2.2    Definitions. Section 1.1 is amended by adding the following definitions in alphabetical order:

BHC Act Affiliate” of a party means an “affiliate” (as such term is defined under, and interpreted in accordance with, 12 U.S.C. 1841(k)) of such party.

Covered Entity” means any of the following:

 

  (a)

a “covered entity” as that term is defined in, and interpreted in accordance with, 12 C.F.R. § 252.82(b);

 

  (b)

a “covered bank” as that term is defined in, and interpreted in accordance with, 12 C.F.R. § 47.3(b); or

 

  (c)

a “covered FSI” as that term is defined in, and interpreted in accordance with, 12 C.F.R. § 382.2(b).

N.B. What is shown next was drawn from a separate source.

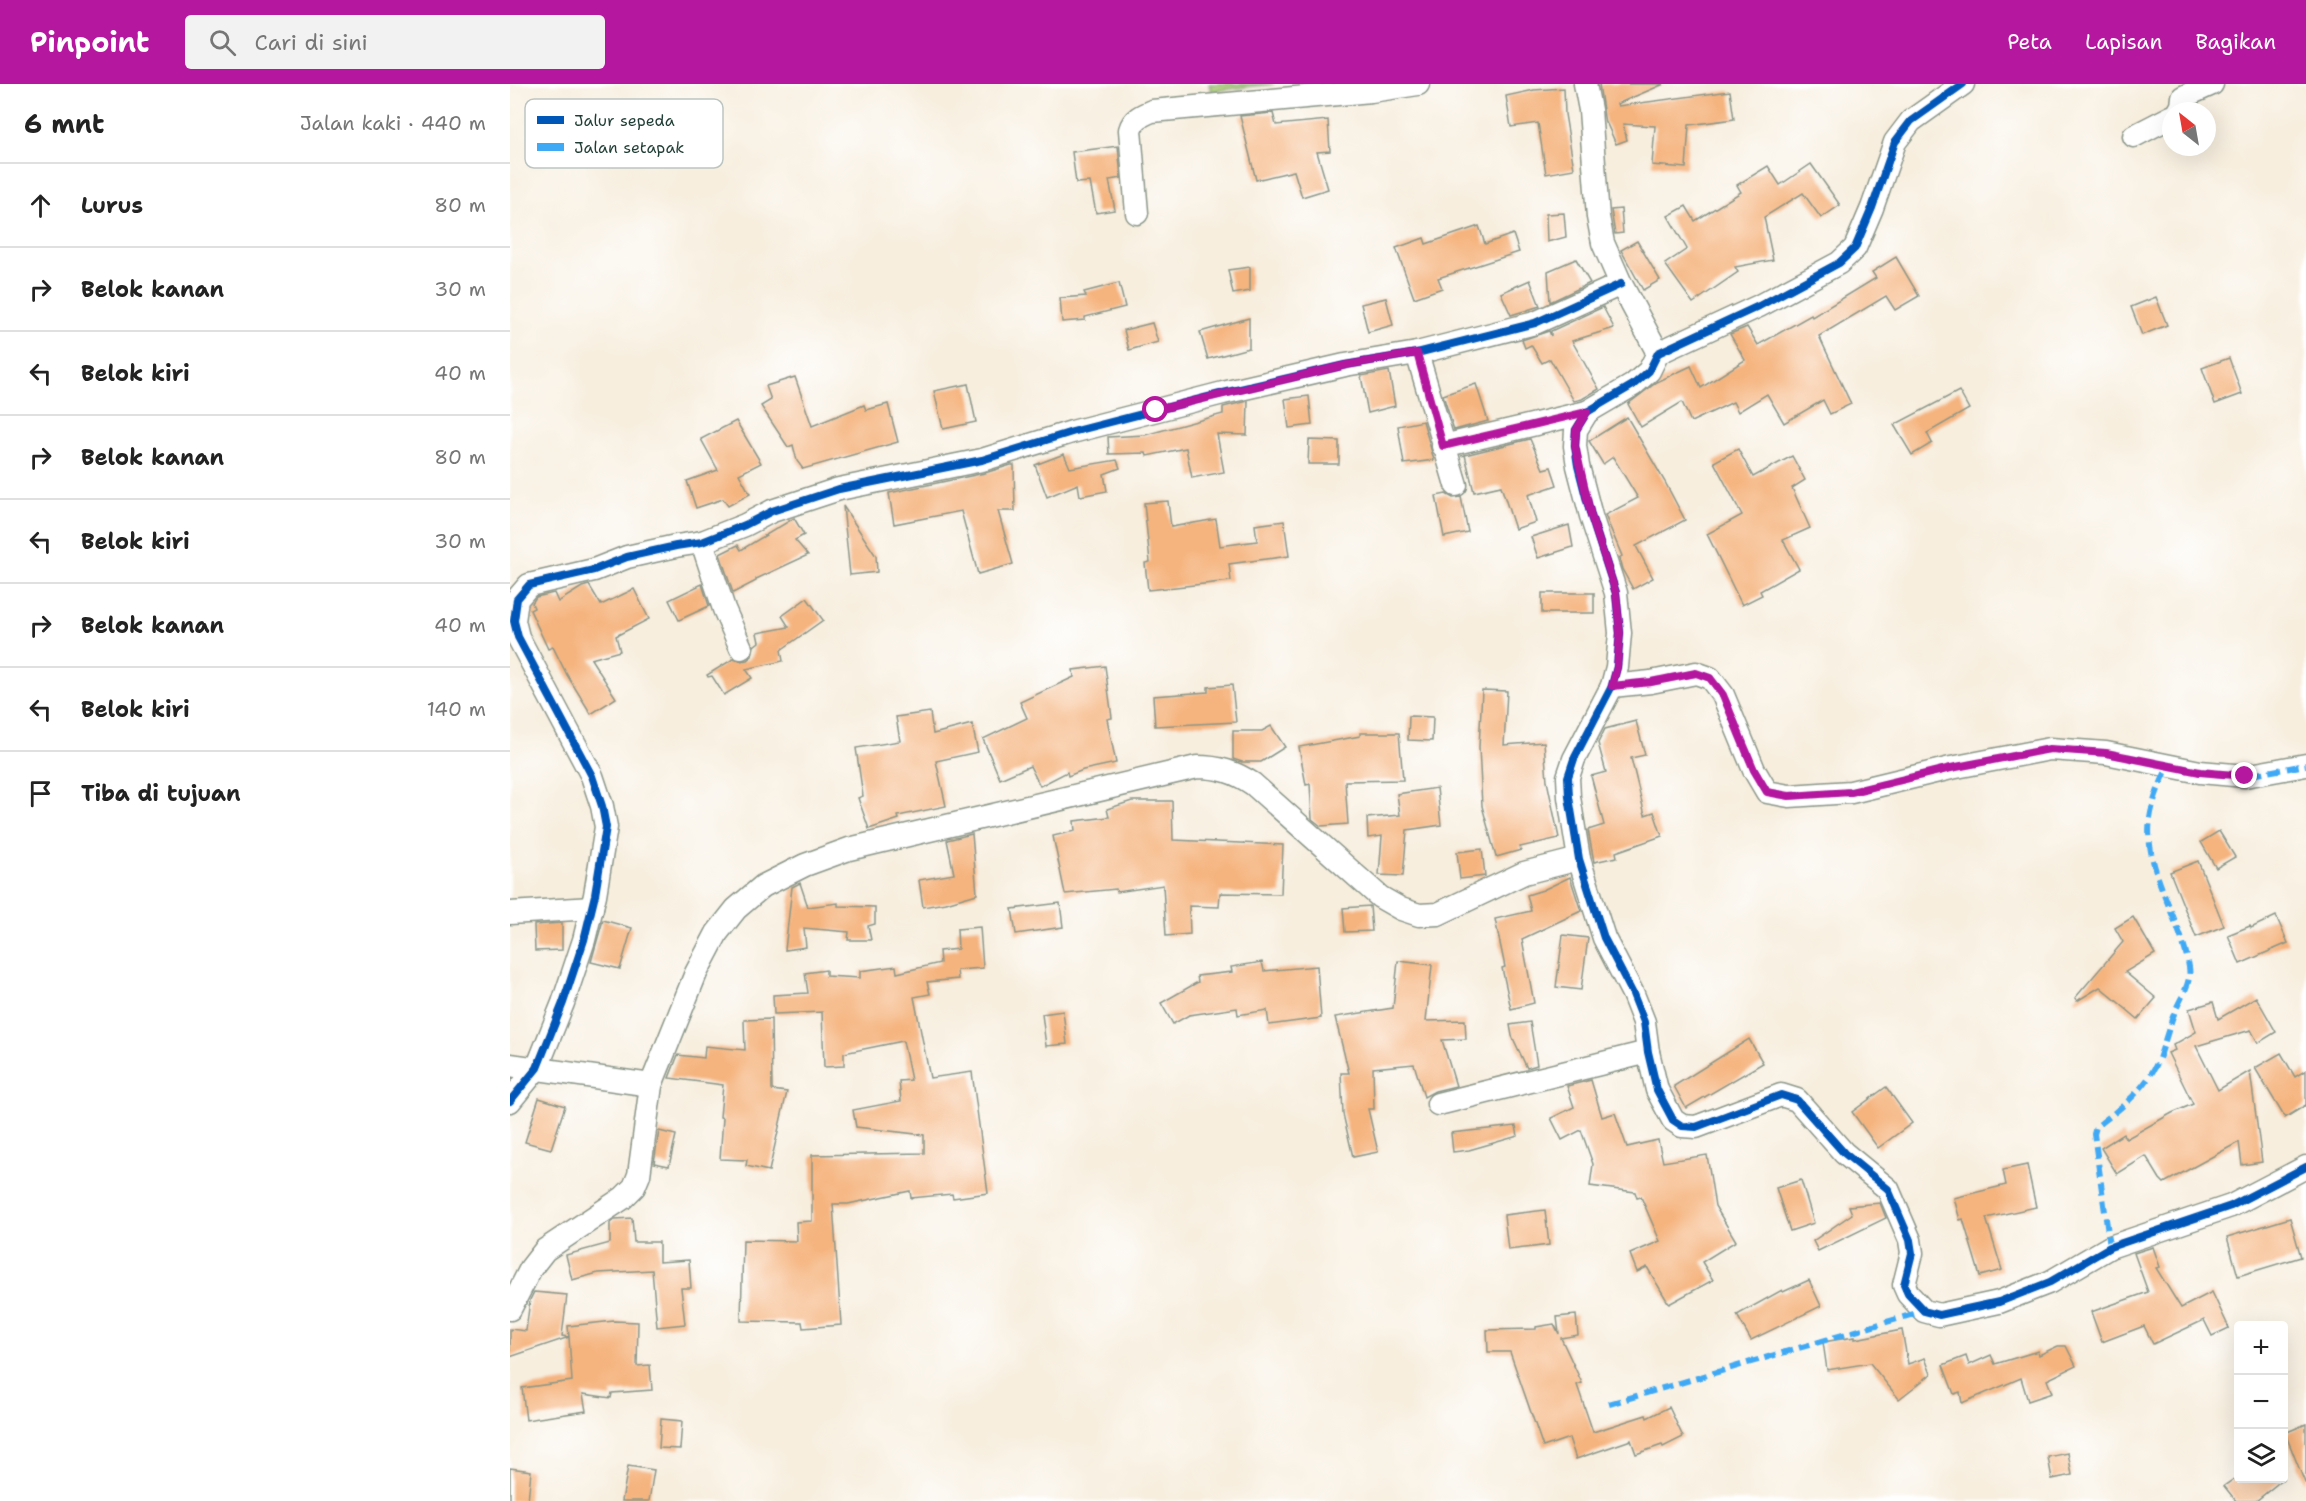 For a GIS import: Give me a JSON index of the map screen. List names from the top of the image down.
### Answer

Covered Party” has the meaning assigned to such term in Section 9.22.

Default Right” has the meaning assigned to that term in, and shall be interpreted in accordance with, 12 C.F.R. §§ 252.81, 47.2 or 382.1, as applicable.

Permitted Group Party Investments” means:

 

  (a)

Investments in Credit Parties; and

 

  (b)

Investments by Non-Credit Party Subsidiaries in other Non-Credit Party Subsidiaries.

QFC” has the meaning assigned to the term “qualified financial contract” in, and shall be interpreted in accordance with, 12 U.S.C. 5390(c)(8)(D).

QFC Credit Support” has the meaning assigned to such term in Section 9.22.

Supported QFC” has the meaning assigned to such term in Section 9.22.

U.S. Special Resolution Regimes” has the meaning assigned to such term in Section 9.22.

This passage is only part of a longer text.